» Required action
Filter the entries, keeping every line with the string "South".

═════ Working data ═════

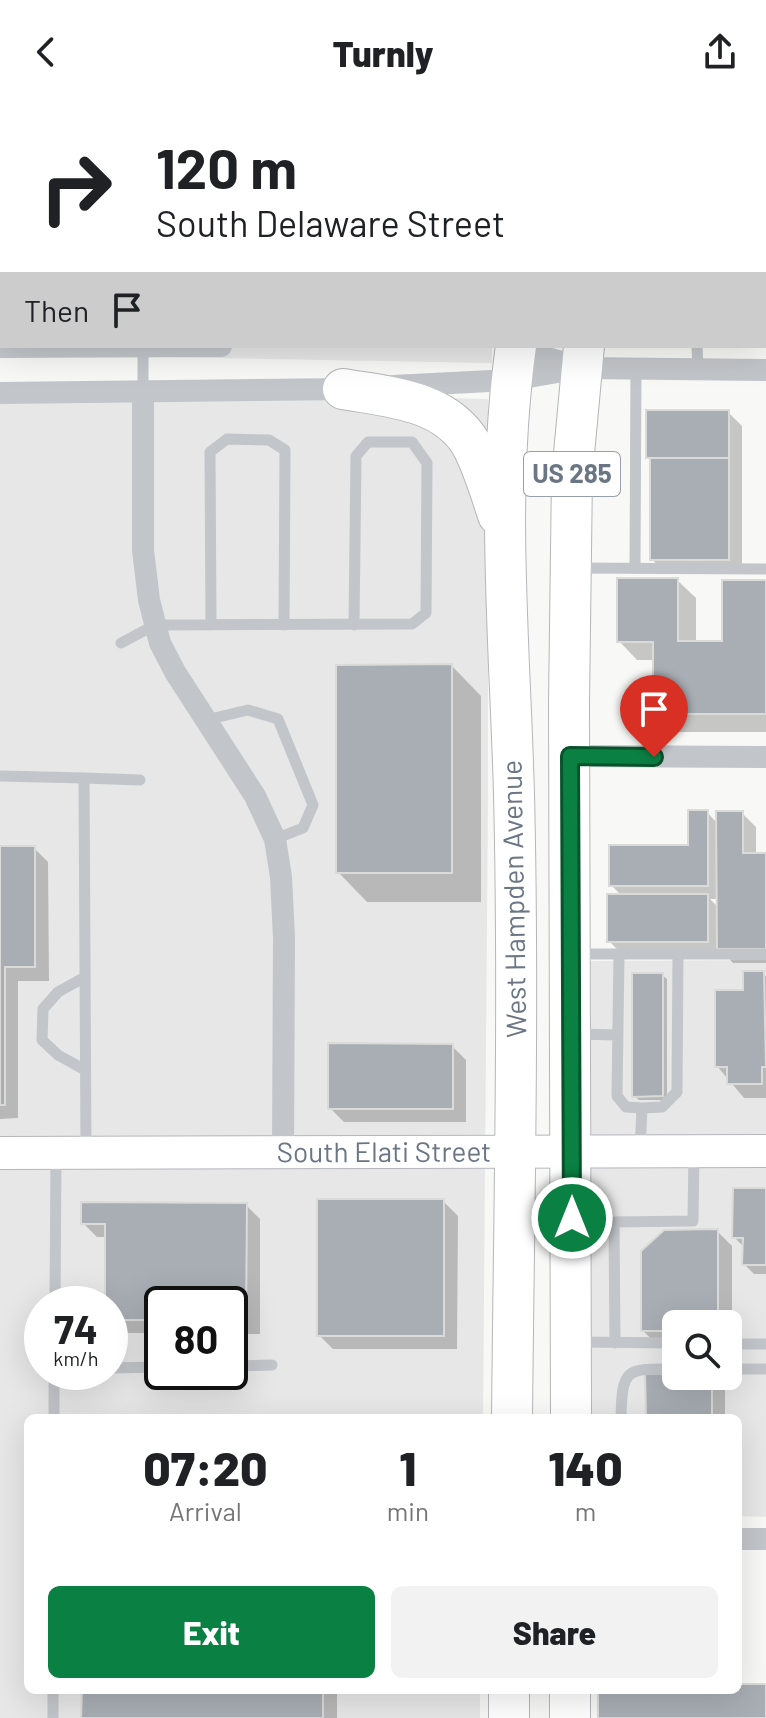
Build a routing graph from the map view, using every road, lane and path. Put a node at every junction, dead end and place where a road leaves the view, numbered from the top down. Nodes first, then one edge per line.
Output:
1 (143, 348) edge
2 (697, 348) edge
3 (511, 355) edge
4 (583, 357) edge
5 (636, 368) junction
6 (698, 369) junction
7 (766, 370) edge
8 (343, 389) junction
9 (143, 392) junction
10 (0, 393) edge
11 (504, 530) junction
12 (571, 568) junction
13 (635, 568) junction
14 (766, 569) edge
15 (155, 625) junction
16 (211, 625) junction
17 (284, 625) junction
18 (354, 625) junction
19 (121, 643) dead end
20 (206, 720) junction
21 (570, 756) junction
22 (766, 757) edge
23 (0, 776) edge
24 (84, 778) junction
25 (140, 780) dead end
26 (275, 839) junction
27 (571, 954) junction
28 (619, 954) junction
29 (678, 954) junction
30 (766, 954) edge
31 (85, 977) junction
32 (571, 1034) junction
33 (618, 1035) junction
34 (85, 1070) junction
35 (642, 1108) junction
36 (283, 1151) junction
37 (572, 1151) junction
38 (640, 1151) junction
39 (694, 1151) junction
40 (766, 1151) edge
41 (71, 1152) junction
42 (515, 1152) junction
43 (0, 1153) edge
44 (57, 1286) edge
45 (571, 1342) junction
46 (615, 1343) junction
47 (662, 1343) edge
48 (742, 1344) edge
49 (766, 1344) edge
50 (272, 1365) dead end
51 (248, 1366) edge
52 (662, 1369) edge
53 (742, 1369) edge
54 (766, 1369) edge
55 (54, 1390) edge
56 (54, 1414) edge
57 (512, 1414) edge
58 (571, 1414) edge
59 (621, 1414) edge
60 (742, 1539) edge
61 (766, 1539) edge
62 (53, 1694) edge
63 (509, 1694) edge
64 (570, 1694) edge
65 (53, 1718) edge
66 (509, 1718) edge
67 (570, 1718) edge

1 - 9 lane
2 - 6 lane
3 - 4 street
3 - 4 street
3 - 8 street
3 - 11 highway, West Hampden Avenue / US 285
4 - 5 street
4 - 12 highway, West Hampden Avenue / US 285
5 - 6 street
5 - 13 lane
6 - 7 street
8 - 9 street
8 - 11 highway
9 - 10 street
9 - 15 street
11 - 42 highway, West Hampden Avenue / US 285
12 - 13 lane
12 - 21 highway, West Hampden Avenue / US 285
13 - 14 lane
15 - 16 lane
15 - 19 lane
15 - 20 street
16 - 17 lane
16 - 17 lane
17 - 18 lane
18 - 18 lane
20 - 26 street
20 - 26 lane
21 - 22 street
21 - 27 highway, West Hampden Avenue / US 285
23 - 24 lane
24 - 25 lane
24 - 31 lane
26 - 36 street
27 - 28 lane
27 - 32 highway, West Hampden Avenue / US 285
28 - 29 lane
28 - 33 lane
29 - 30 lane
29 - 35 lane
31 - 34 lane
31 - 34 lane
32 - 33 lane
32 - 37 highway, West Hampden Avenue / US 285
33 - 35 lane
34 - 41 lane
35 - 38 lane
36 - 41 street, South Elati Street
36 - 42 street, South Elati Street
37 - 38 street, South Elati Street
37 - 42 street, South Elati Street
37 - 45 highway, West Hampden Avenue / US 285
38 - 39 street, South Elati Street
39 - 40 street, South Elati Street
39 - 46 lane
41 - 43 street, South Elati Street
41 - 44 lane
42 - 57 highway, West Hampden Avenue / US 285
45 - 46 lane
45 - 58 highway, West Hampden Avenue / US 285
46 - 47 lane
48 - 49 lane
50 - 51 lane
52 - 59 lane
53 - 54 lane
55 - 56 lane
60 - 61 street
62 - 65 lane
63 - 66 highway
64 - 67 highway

═════

» Answer to this task
36 - 41 street, South Elati Street
36 - 42 street, South Elati Street
37 - 38 street, South Elati Street
37 - 42 street, South Elati Street
38 - 39 street, South Elati Street
39 - 40 street, South Elati Street
41 - 43 street, South Elati Street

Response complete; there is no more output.